### PROVIDED RECORDS
= = =
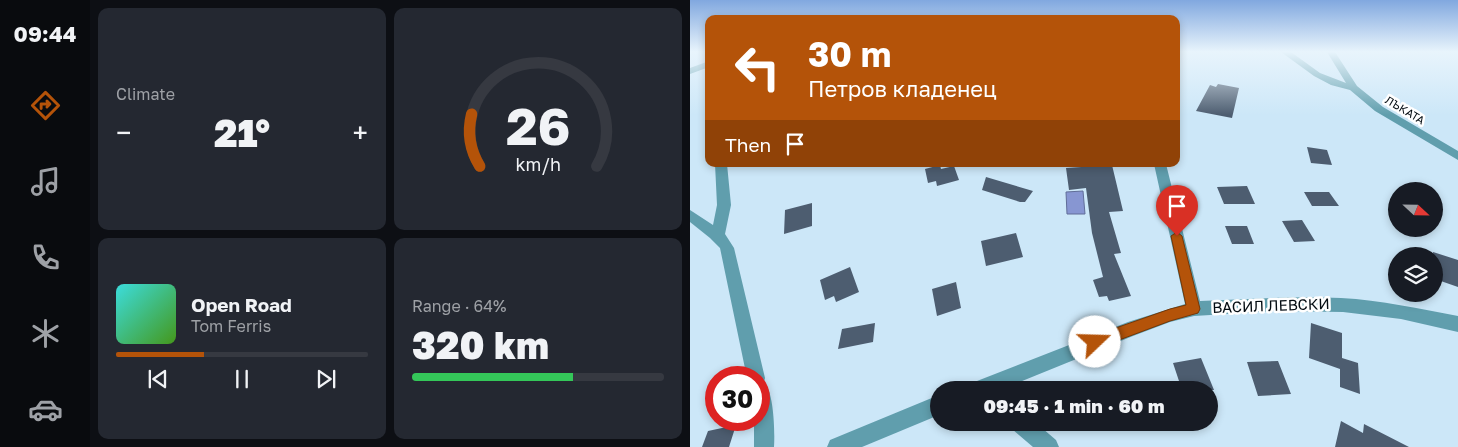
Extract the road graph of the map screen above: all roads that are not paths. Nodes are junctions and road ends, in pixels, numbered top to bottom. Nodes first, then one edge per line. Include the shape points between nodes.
1 (1314, 73) edge
2 (1344, 73) edge
3 (1353, 88) junction
4 (1458, 156) edge
5 (721, 167) edge
6 (1161, 167) edge
7 (690, 215) edge
8 (718, 235) junction
9 (1194, 309) junction
10 (1458, 324) edge
11 (753, 366) edge
12 (1000, 381) edge
13 (930, 410) edge
14 (765, 431) edge
15 (1030, 431) edge
16 (764, 447) edge
17 (837, 447) edge
18 (1049, 447) edge

1 - 3 street
2 - 3 street, ЛЪКАТА
3 - 4 street, ЛЪКАТА via 1379,109
5 - 8 street via 724,205
6 - 9 street
7 - 8 street
8 - 11 street via 727,248
9 - 10 street, ВАСИЛ ЛЕВСКИ via 1274,304 1343,305 1401,312
9 - 12 street, ВАСИЛ ЛЕВСКИ via 1119,333
13 - 17 street
14 - 16 street
15 - 18 street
= = =
### EXERCISE AIM
Output everything in the material exactly. Pictures stay out of it.

### TASK RESULT
Extract the road graph of the map screen above: all roads that are not paths. Nodes are junctions and road ends, in pixels, numbered top to bottom. Nodes first, then one edge per line. Include the shape points between nodes.
1 (1314, 73) edge
2 (1344, 73) edge
3 (1353, 88) junction
4 (1458, 156) edge
5 (721, 167) edge
6 (1161, 167) edge
7 (690, 215) edge
8 (718, 235) junction
9 (1194, 309) junction
10 (1458, 324) edge
11 (753, 366) edge
12 (1000, 381) edge
13 (930, 410) edge
14 (765, 431) edge
15 (1030, 431) edge
16 (764, 447) edge
17 (837, 447) edge
18 (1049, 447) edge

1 - 3 street
2 - 3 street, ЛЪКАТА
3 - 4 street, ЛЪКАТА via 1379,109
5 - 8 street via 724,205
6 - 9 street
7 - 8 street
8 - 11 street via 727,248
9 - 10 street, ВАСИЛ ЛЕВСКИ via 1274,304 1343,305 1401,312
9 - 12 street, ВАСИЛ ЛЕВСКИ via 1119,333
13 - 17 street
14 - 16 street
15 - 18 street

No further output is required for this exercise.